Gui Shao Tea Extracts Inhibit Gastric Cancer Growth in Vitro and in Vivo and Prolong Survival in Nude Mice.

BACKGROUND: Gui Shao Tea (GST), a long-aged tea with a Chinese herbal aroma, can treat many stubborn and malignant diseases, according to traditional Chinese medicine. This research aimed to discover and define GST, study the anti-gastric cancer effects of GST extracts and preliminarily elucidate the mechanism of action in the PI3K/Akt signaling pathway and the gut microbiota. METHODS: GST was analyzed by GC/MS and HPLC. Cell proliferation, the cell cycle and apoptosis were evaluated by a CCK8 assay and flow cytometry.
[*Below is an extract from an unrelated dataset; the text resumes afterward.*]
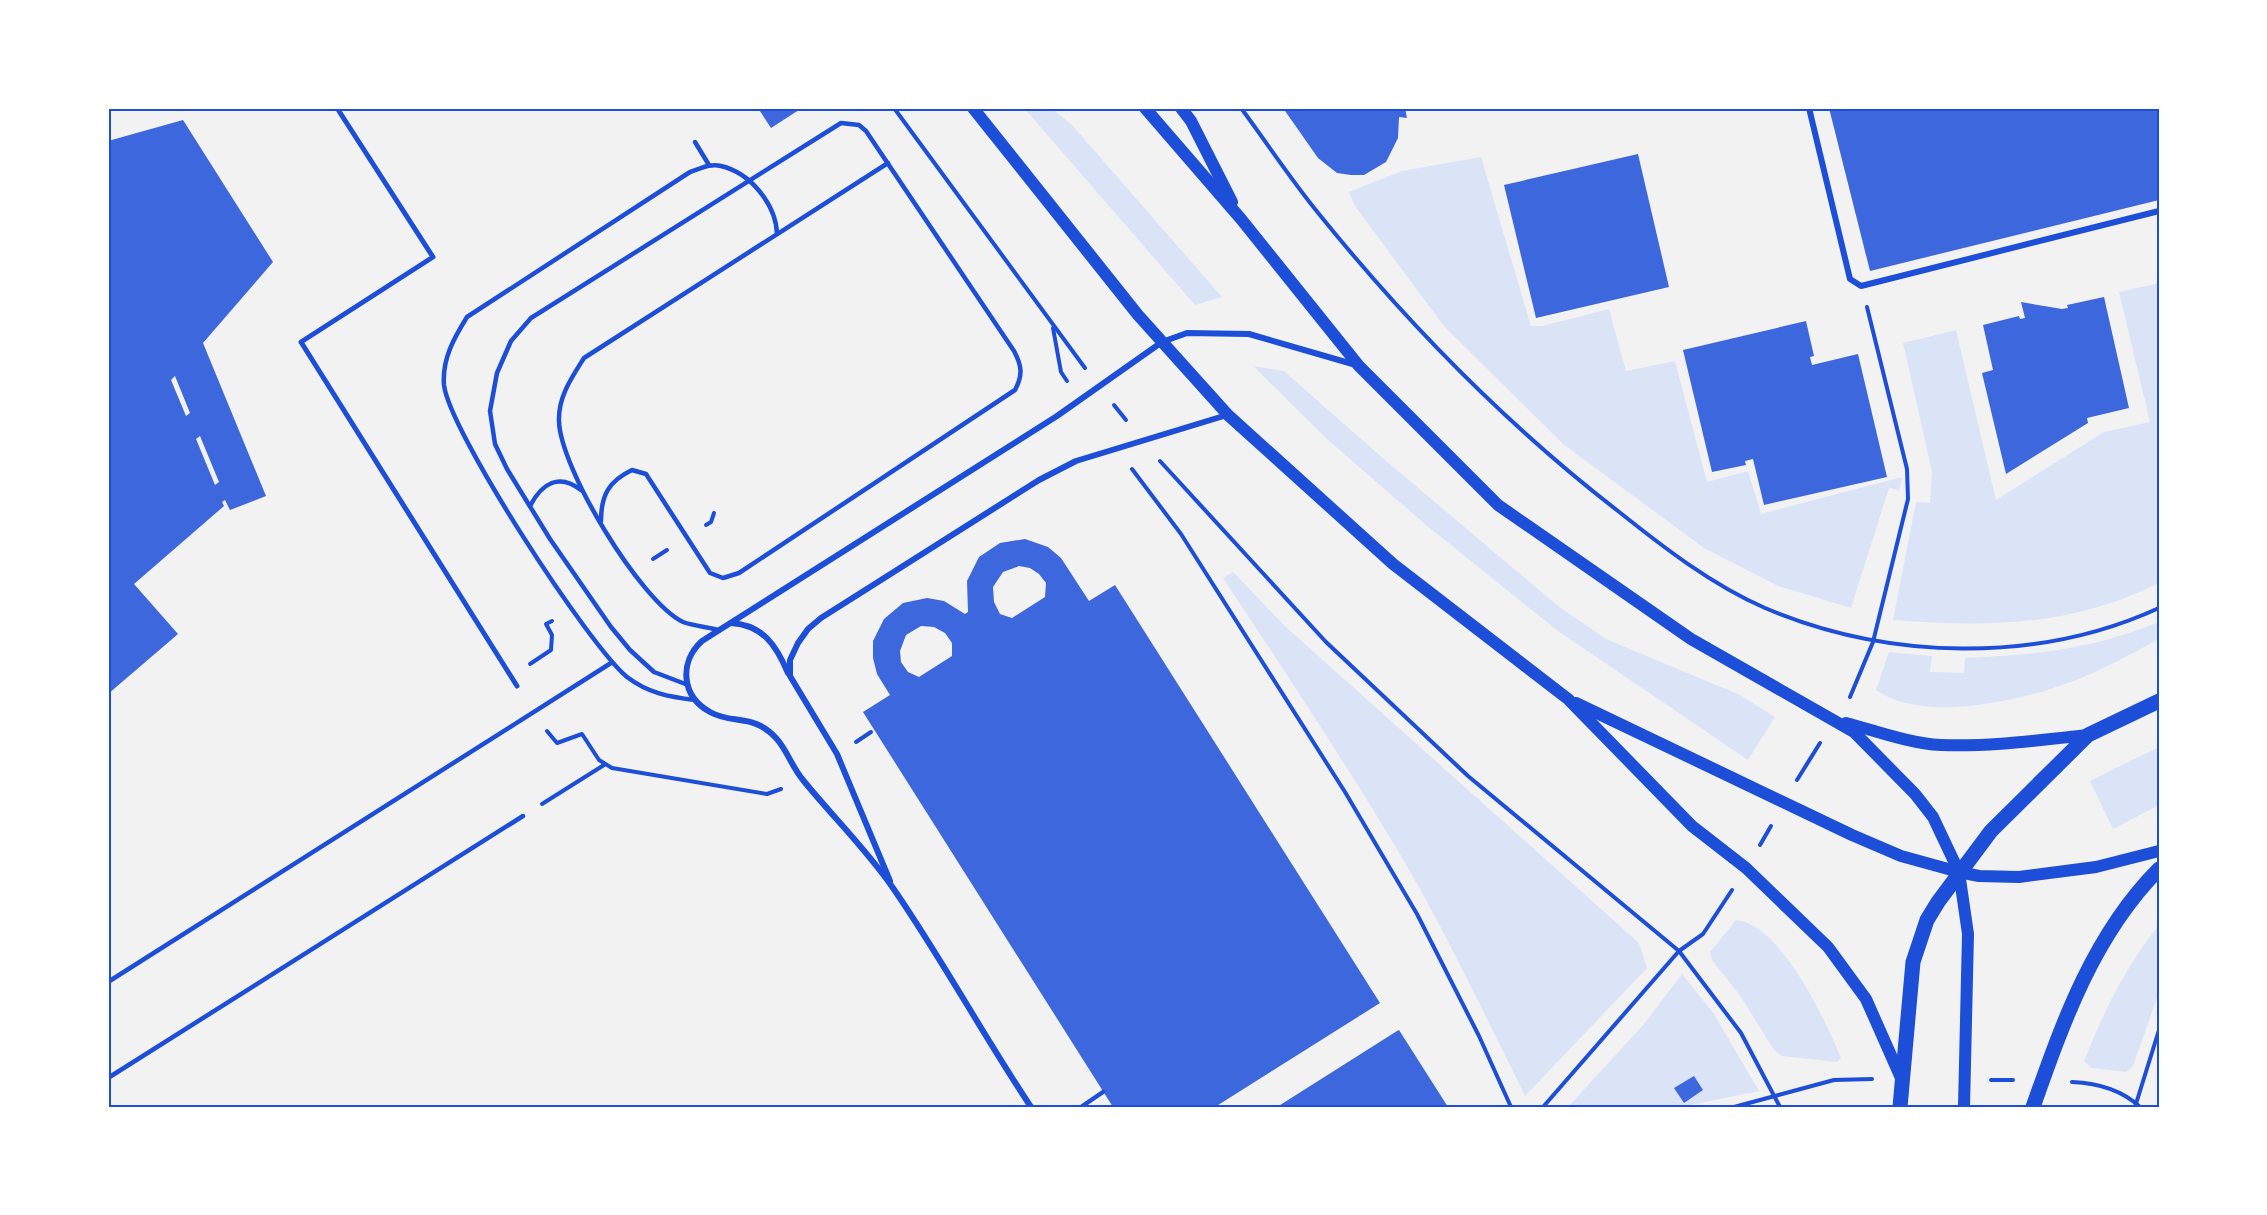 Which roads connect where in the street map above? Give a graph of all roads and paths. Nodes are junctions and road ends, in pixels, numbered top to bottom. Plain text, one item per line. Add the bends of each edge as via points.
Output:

The effects of GST extracts on tumor inhibition and survival time were explored by a gastric cancer xenograft model in nude mice. The PI3K/Akt signaling pathway was assessed by western blotting and immunohistochemistry. Gut microbiota detection and fecal microbiota transplantation were performed to examine whether the tumor inhibition observed in mice was related to gut microbiota changes. RESULTS: The ingredients in GST, mostly terpenes and their derivatives, were novel and more concentrated than those in tea made from the branches and leaves of the same plant species, Camellia sinensis, picked and produced the same year, while the levels of polyphenols and alkaloids were significantly reduced. In BGC-823, MGC-803, and SGC-7901 gastric cancer cells, GST extracts significantly inhibited proliferation (p = 0.037), induced G0/G1 arrest (p < 0.001) and promoted early apoptosis (p = 0.041). In mice, gastric tumor growth was significantly inhibited in both the high-dose (HTF) and middle-dose (MTF) GST-fed groups. The inhibition rate in the HTF group was 33.77% on Day 14 (p = 0.042), and that in the MTF group was 55.21% on Day 14 (p = 0.002) and 61.6% on Day 28 (p = 0.008). The survival time of MTF group mice was significantly prolonged by 22.2% (p = 0.013). GST extracts inhibited the PI3K/AKT signaling pathway in gastric cancer cells (p = 0.016) and tissues (p = 0.029), downregulated the protein p-Rb and further downregulated E2F1, thereby affecting the cell cycle and proliferation. GST extracts altered the gut microbiota in mice, but these alterations alone were insufficient to inhibit gastric cancer growth. CONCLUSIONS: We confirmed the anti-gastric cancer effects of GST extracts, which might provide new approaches and methods for research and development of gastric cancer drugs.